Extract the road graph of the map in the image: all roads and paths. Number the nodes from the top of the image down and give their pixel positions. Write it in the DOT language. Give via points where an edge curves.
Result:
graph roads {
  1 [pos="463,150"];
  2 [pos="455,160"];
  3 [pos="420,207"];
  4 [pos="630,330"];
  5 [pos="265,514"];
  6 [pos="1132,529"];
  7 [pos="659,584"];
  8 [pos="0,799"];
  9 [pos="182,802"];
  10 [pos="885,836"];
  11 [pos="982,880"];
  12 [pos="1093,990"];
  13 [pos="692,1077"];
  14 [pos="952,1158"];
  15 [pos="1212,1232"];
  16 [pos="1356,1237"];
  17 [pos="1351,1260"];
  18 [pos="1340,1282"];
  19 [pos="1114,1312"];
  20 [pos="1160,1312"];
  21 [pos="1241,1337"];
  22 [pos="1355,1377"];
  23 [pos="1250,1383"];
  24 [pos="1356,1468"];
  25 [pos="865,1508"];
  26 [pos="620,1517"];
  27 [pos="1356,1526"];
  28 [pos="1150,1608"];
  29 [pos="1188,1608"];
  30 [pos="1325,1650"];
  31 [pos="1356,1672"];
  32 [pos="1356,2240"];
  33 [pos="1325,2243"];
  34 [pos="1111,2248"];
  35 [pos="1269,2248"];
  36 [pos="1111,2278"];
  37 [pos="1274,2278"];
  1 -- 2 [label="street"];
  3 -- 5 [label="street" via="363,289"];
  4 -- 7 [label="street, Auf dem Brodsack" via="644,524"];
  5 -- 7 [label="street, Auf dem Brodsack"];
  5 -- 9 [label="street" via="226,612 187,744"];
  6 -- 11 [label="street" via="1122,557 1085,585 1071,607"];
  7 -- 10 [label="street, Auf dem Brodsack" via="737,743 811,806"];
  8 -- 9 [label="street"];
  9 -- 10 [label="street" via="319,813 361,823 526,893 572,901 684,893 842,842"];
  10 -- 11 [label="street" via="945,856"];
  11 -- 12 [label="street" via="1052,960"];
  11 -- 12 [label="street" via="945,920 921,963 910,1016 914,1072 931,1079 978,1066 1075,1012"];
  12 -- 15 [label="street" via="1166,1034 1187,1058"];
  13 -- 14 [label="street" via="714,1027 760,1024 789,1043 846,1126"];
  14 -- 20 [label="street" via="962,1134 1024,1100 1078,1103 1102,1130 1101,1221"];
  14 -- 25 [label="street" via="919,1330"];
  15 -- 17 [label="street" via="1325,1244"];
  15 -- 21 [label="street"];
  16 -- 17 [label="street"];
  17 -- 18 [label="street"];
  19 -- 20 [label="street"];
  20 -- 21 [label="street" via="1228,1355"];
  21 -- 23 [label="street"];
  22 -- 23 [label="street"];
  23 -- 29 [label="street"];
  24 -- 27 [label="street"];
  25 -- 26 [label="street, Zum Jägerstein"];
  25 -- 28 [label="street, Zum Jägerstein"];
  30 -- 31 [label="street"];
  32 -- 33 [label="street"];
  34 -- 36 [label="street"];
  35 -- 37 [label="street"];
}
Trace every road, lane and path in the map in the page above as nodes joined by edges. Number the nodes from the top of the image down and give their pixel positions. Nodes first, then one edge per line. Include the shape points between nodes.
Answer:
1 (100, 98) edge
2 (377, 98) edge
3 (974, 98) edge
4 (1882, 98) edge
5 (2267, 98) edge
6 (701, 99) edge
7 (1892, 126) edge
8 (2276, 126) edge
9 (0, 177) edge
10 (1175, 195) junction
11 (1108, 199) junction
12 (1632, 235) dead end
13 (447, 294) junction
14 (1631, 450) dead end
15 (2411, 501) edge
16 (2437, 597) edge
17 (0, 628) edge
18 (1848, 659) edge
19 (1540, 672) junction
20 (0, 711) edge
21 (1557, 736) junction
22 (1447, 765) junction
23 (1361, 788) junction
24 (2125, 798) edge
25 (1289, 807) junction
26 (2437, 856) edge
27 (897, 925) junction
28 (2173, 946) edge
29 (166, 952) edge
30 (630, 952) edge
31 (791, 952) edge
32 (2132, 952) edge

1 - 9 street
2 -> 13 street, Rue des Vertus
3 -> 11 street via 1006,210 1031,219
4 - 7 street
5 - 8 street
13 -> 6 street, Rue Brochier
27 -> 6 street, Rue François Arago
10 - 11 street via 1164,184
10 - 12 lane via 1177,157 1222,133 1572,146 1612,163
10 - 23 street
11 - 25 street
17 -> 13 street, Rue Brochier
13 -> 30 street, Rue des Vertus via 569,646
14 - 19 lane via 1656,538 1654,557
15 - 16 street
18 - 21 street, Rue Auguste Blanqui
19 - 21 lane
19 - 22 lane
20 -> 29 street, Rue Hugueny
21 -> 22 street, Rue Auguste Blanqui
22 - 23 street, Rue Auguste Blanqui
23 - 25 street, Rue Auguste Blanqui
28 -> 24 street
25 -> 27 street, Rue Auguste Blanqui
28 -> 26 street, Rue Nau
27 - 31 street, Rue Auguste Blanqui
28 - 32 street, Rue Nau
+++
Instructions for the task - Every entry is to be transcribed exactly as it stands.

Finished task -
Extract the road graph of the map in the image: all roads and paths. Number the nodes from the top of the image down and give their pixel positions. Write it in the DOT language. Give via points where an edge curves.
Result:
graph roads {
  1 [pos="463,150"];
  2 [pos="455,160"];
  3 [pos="420,207"];
  4 [pos="630,330"];
  5 [pos="265,514"];
  6 [pos="1132,529"];
  7 [pos="659,584"];
  8 [pos="0,799"];
  9 [pos="182,802"];
  10 [pos="885,836"];
  11 [pos="982,880"];
  12 [pos="1093,990"];
  13 [pos="692,1077"];
  14 [pos="952,1158"];
  15 [pos="1212,1232"];
  16 [pos="1356,1237"];
  17 [pos="1351,1260"];
  18 [pos="1340,1282"];
  19 [pos="1114,1312"];
  20 [pos="1160,1312"];
  21 [pos="1241,1337"];
  22 [pos="1355,1377"];
  23 [pos="1250,1383"];
  24 [pos="1356,1468"];
  25 [pos="865,1508"];
  26 [pos="620,1517"];
  27 [pos="1356,1526"];
  28 [pos="1150,1608"];
  29 [pos="1188,1608"];
  30 [pos="1325,1650"];
  31 [pos="1356,1672"];
  32 [pos="1356,2240"];
  33 [pos="1325,2243"];
  34 [pos="1111,2248"];
  35 [pos="1269,2248"];
  36 [pos="1111,2278"];
  37 [pos="1274,2278"];
  1 -- 2 [label="street"];
  3 -- 5 [label="street" via="363,289"];
  4 -- 7 [label="street, Auf dem Brodsack" via="644,524"];
  5 -- 7 [label="street, Auf dem Brodsack"];
  5 -- 9 [label="street" via="226,612 187,744"];
  6 -- 11 [label="street" via="1122,557 1085,585 1071,607"];
  7 -- 10 [label="street, Auf dem Brodsack" via="737,743 811,806"];
  8 -- 9 [label="street"];
  9 -- 10 [label="street" via="319,813 361,823 526,893 572,901 684,893 842,842"];
  10 -- 11 [label="street" via="945,856"];
  11 -- 12 [label="street" via="1052,960"];
  11 -- 12 [label="street" via="945,920 921,963 910,1016 914,1072 931,1079 978,1066 1075,1012"];
  12 -- 15 [label="street" via="1166,1034 1187,1058"];
  13 -- 14 [label="street" via="714,1027 760,1024 789,1043 846,1126"];
  14 -- 20 [label="street" via="962,1134 1024,1100 1078,1103 1102,1130 1101,1221"];
  14 -- 25 [label="street" via="919,1330"];
  15 -- 17 [label="street" via="1325,1244"];
  15 -- 21 [label="street"];
  16 -- 17 [label="street"];
  17 -- 18 [label="street"];
  19 -- 20 [label="street"];
  20 -- 21 [label="street" via="1228,1355"];
  21 -- 23 [label="street"];
  22 -- 23 [label="street"];
  23 -- 29 [label="street"];
  24 -- 27 [label="street"];
  25 -- 26 [label="street, Zum Jägerstein"];
  25 -- 28 [label="street, Zum Jägerstein"];
  30 -- 31 [label="street"];
  32 -- 33 [label="street"];
  34 -- 36 [label="street"];
  35 -- 37 [label="street"];
}
Trace every road, lane and path in the map in the page above as nodes joined by edges. Number the nodes from the top of the image down and give their pixel positions. Nodes first, then one edge per line. Include the shape points between nodes.
Answer:
1 (100, 98) edge
2 (377, 98) edge
3 (974, 98) edge
4 (1882, 98) edge
5 (2267, 98) edge
6 (701, 99) edge
7 (1892, 126) edge
8 (2276, 126) edge
9 (0, 177) edge
10 (1175, 195) junction
11 (1108, 199) junction
12 (1632, 235) dead end
13 (447, 294) junction
14 (1631, 450) dead end
15 (2411, 501) edge
16 (2437, 597) edge
17 (0, 628) edge
18 (1848, 659) edge
19 (1540, 672) junction
20 (0, 711) edge
21 (1557, 736) junction
22 (1447, 765) junction
23 (1361, 788) junction
24 (2125, 798) edge
25 (1289, 807) junction
26 (2437, 856) edge
27 (897, 925) junction
28 (2173, 946) edge
29 (166, 952) edge
30 (630, 952) edge
31 (791, 952) edge
32 (2132, 952) edge

1 - 9 street
2 -> 13 street, Rue des Vertus
3 -> 11 street via 1006,210 1031,219
4 - 7 street
5 - 8 street
13 -> 6 street, Rue Brochier
27 -> 6 street, Rue François Arago
10 - 11 street via 1164,184
10 - 12 lane via 1177,157 1222,133 1572,146 1612,163
10 - 23 street
11 - 25 street
17 -> 13 street, Rue Brochier
13 -> 30 street, Rue des Vertus via 569,646
14 - 19 lane via 1656,538 1654,557
15 - 16 street
18 - 21 street, Rue Auguste Blanqui
19 - 21 lane
19 - 22 lane
20 -> 29 street, Rue Hugueny
21 -> 22 street, Rue Auguste Blanqui
22 - 23 street, Rue Auguste Blanqui
23 - 25 street, Rue Auguste Blanqui
28 -> 24 street
25 -> 27 street, Rue Auguste Blanqui
28 -> 26 street, Rue Nau
27 - 31 street, Rue Auguste Blanqui
28 - 32 street, Rue Nau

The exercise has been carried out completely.